# *sigh* another example of someone who shouldn't have bought rabbits



## Kammie (Apr 4, 2009)

A link to another forum I'm on not related to animals, I'll let you read it to get an idea.

http://www.netmums.com/coffeehouse/...-609/713513-help-vet-bills-when-benefits.html


----------



## Guest (Jan 31, 2012)

Wow the more I read the worse it got


----------



## Kammie (Apr 4, 2009)

Depressing isn't it? I quite often see threads on this forum asking if such and such pet is good for a child etc. The other day there was a thread asking peoples opinions on getting a kitten for her daughters first birthday!


----------



## Guest (Jan 31, 2012)

Very depressing 
I know someone that got a kitten for their 3 year old, and when the 3 year old was too rough with the kitten rather than teaching her how to behave around animals they got "rid"


----------



## Minion (Jan 11, 2012)

Kammie said:


> Depressing isn't it? I quite often see threads on this forum asking if such and such pet is good for a child etc. The other day there was a thread asking peoples opinions on getting a kitten for her daughters first birthday!
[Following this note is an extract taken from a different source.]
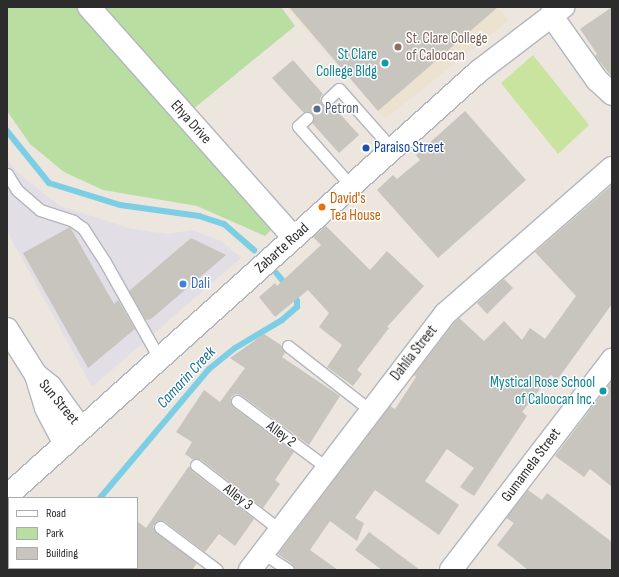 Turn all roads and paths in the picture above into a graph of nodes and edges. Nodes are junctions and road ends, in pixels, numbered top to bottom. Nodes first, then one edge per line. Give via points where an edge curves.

Ha! You should have said 'Go ahead if you don't want your daughter to have any hands left by her second birthday'


----------



## Adam942 (Sep 22, 2011)

i just get so sad for the bunnies...

animals are brought in as additions to your family, not additions to your posessions...

a neighbour of a friend of mine keeps a rabbit in a tiny hutch at the bottom of the garden, no-one has ever seen it out of there and the water bottle is often empty.. i have thought of jail breaking the poor thing out a few times!


----------



## emzybabe (Jun 30, 2009)

I cant understand how so many parents are stupid enough to buy their kids pets


----------



## Minion (Jan 11, 2012)

My Dad used to break into a next door neighbours garden to feed their dog and give it water as it was kept tied to a shed at the bottom of the garden with no water or food. We finally got RSPCA involved but that had been bought for a child if I remember rightly. 

I was talking to a guy when I was going into student housing who said that it is unbelievable how many people leave their rabbits behind just in the garden or in their old bedroom. It's not just students. I know someone that acquired a couple of kittens after buying a house that had been empty quite a few weeks before he moved in.


----------